Hell, I just realized: take the name from almost any character from the Neath and you already have their High Concept (from FATE Core). ‘The Traitor Empress,’ ‘The Last Constable,’ ‘The Repentant Forger,’ ‘The Wry Reactionary,’ ‘The Sardonic Music-Hall Singer.’ Come on, Failbetter. A fifty page PDF explaining the tone and the bare basics of the setting and most of us can fill in the blanks. Slap it onto DriveThruRPG and it would print money.
edited by ProfessorDetective on 3/9/2017

If you get to choose your race in any theoretical game I would obviously be a blemmigan. If you don’t I would less obviously be 7 blemmigans in a trench coat, a big scarf a very large hat.

As the Neath has sapience being granted all over the place their should be some sort of heuristic method for converting “monsters” into playable characters that are at least sensibly (if not fairly) balanced with humans. I wanted to be able solve mysteries with a team of a spider council, a cat, a blemmigan and a raven.

You’re right, that’s … pretty perfect, actually. Some of them even have other obvious Aspects, like The Last Constable’s &quotFamily and Law.&quot Really, any of the Connections and Qualities you get could be Aspects. And most of them already have that double-edged quality a good Fate aspect needs. Profession, Ambition, and Closest To are obvious candidates. But then you’d have to choose a couple to go on your character sheet, and you’d have to pick what was most important for the character. Which of your Accomplishments defines you the most? Which Quirks really define you? Which Stories had a lasting impact on you? In a tabletop game, a character who chose something as an Aspect would be the member of the group who dealt with it. If the group only has one Master Thief, one Scholar of the Correspondence, one Darling of the Ambassador’s Ball, and one Bringer of Death, then it starts to become pretty clear what kind of challenges each PC is going to focus on (even though in the actual FL game, each PoSI is probably most or all all of these.)
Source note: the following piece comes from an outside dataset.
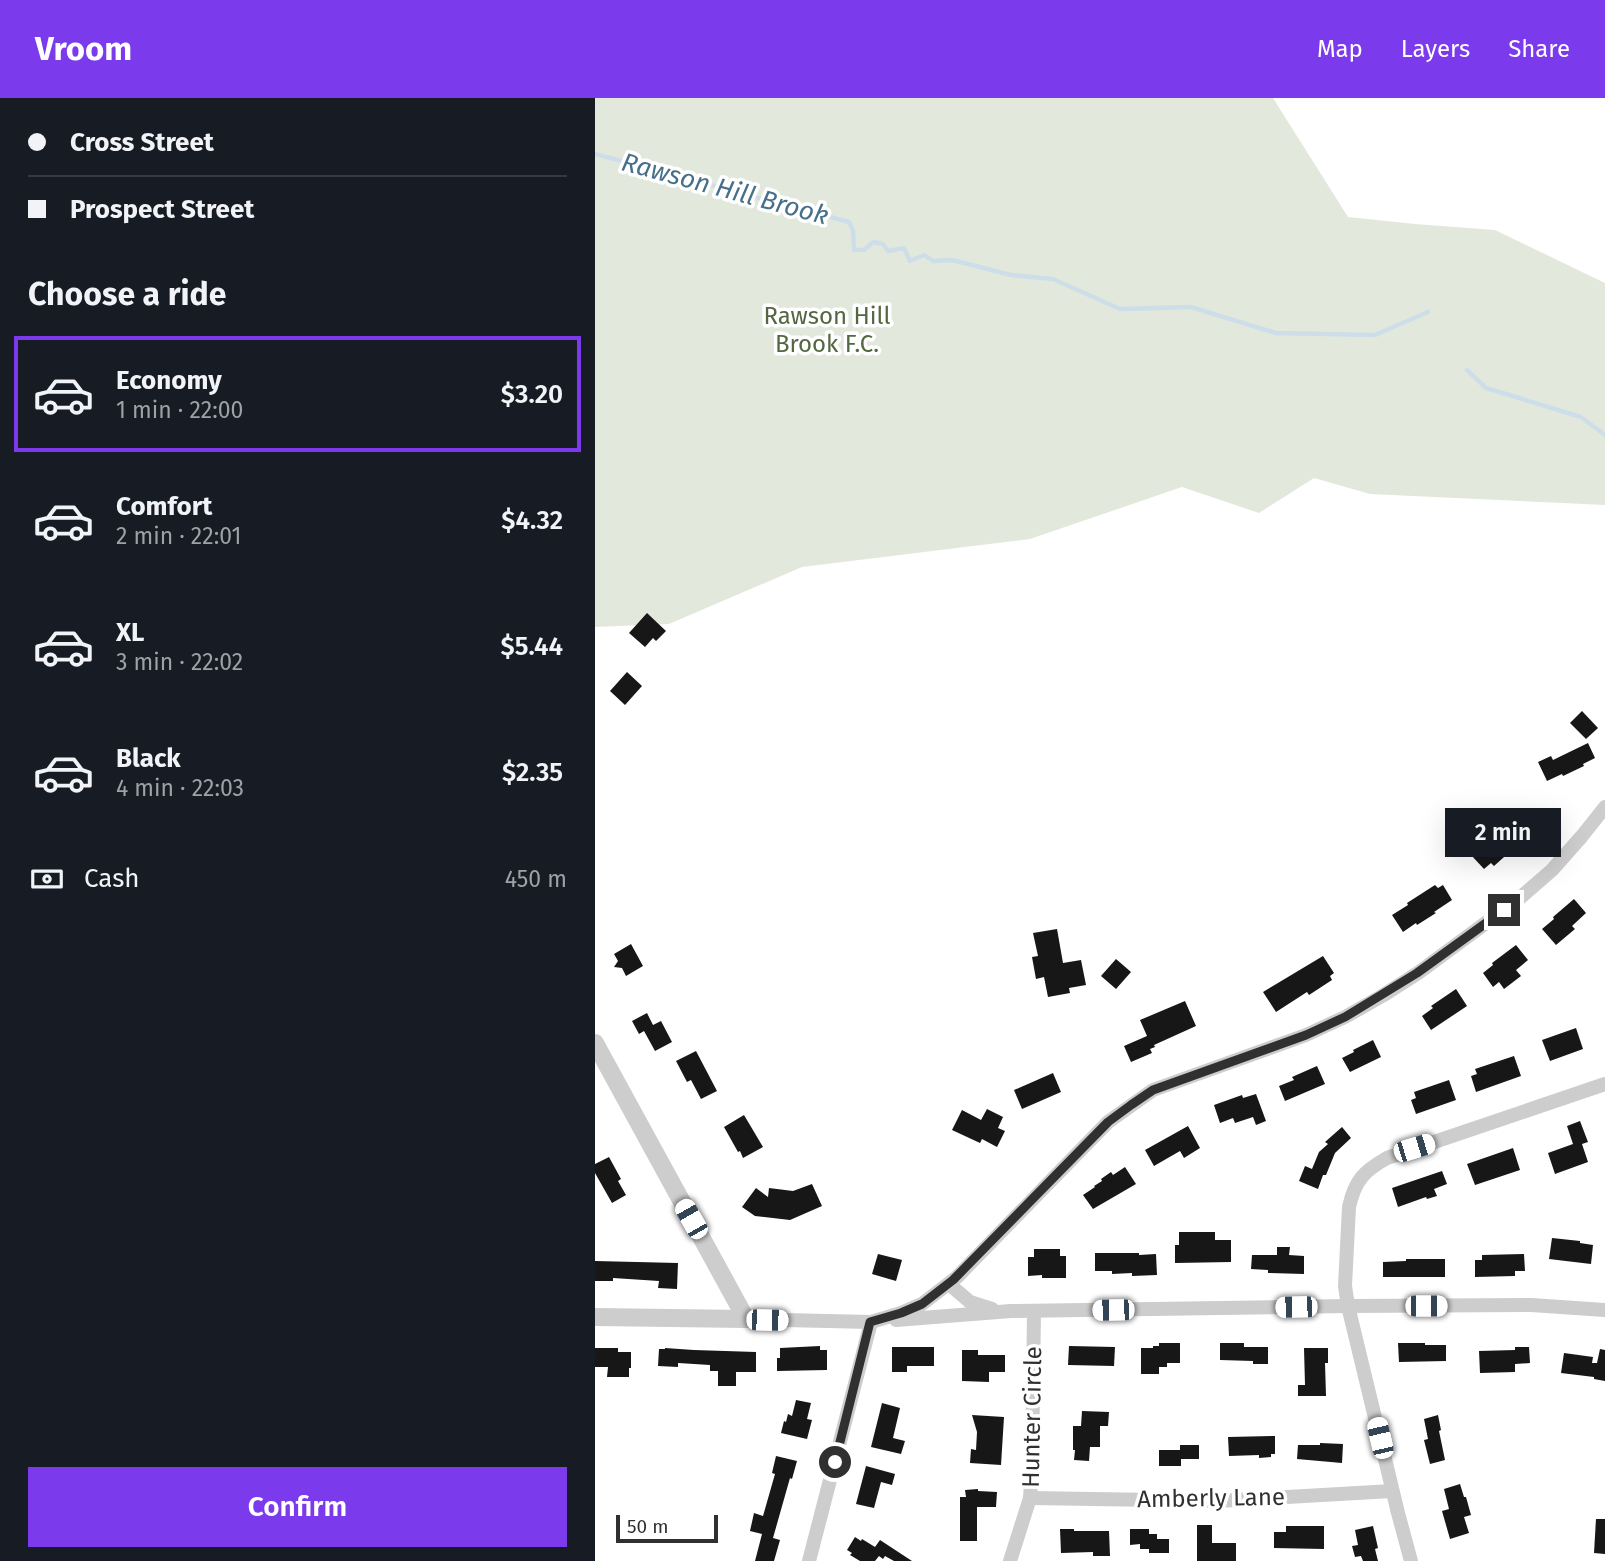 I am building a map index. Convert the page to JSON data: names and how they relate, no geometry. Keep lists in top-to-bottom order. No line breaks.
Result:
{"streets":{"street":["Hunter Circle","Amberly Lane"]},"crossings":[["Hunter Circle","Amberly Lane"]],"water":["Rawson Hill Brook"],"parks":["Rawson Hill Brook F.C."],"scale_bar":"50 m","page":{"header":"Vroom","nav":["Map","Layers","Share"],"banner":["Cross Street","Prospect Street"],"heading":"Choose a ride","list":[{"name":"Economy","note":"1 min · 22:00","value":"$3.20"},{"name":"Comfort","note":"2 min · 22:01","value":"$4.32"},{"name":"XL","note":"3 min · 22:02","value":"$5.44"},{"name":"Black","note":"4 min · 22:03","value":"$2.35"}],"bubble":"2 min","pay":["Cash","450 m"],"buttons":"Confirm","scale":"50 m"}}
If you wanted to model FL a bit more closely with a Fate engine, then instead of using the Fate Core skill system, you could use the four attributes as &quotApproaches,&quot as in Fate Accelerated. In Fallen London, most tasks are a test of one attribute, but sometimes you get to choose: instead of using Watchful to tail a spy, you can choose to use Shadowy to go through her purse; instead of using Dangerous to tame a monster, you can use Watchful to speak to it in its own monster-language. Inventive PCs could come up with a lot more of those. And the Menaces you acquired would become aspects too, which enemies could exploit, allies could ameliorate, and could eventually take take you out for a scene or longer. In that sense, Fallen London is a good match for Fate’s multiple health tracks (was that Fate or Cortex? maybe I’m confused) in that dying, going insane, and losing your reputation are tracked on the same scale and all equally inconveniencing.

[quote=ProfessorDetective]Hell, I just realized: take the name from almost any character from the Neath and you already have their High Concept (from FATE Core). ‘The Traitor Empress,’ ‘The Last Constable,’ ‘The Repentant Forger,’ ‘The Wry Reactionary,’ ‘The Sardonic Music-Hall Singer.’ Come on, Failbetter. A fifty page PDF explaining the tone and the bare basics of the setting and most of us can fill in the blanks. Slap it onto DriveThruRPG and it would print money.
edited by ProfessorDetective on 3/9/2017[/quote]

FATE Accelerated, I almost always forget that that exists and, yes, the Approaches fit almost perfectly. Seriously Failbetter, we’re practically writing this for you, already. I would feel better if they wrote it, though. I’d rather pay some cash to professional writers and designers for a game then homebrew it myself, especially with licensed works.
edited by ProfessorDetective on 3/11/2017
edited by ProfessorDetective on 4/10/2017

No more to add?

Well, I think it’s been established that such a project isn’t officially planned for any time soon. I’d be interested in further discussing how one might use Fallen London in a home game, but perhaps that ought to be a separate thread?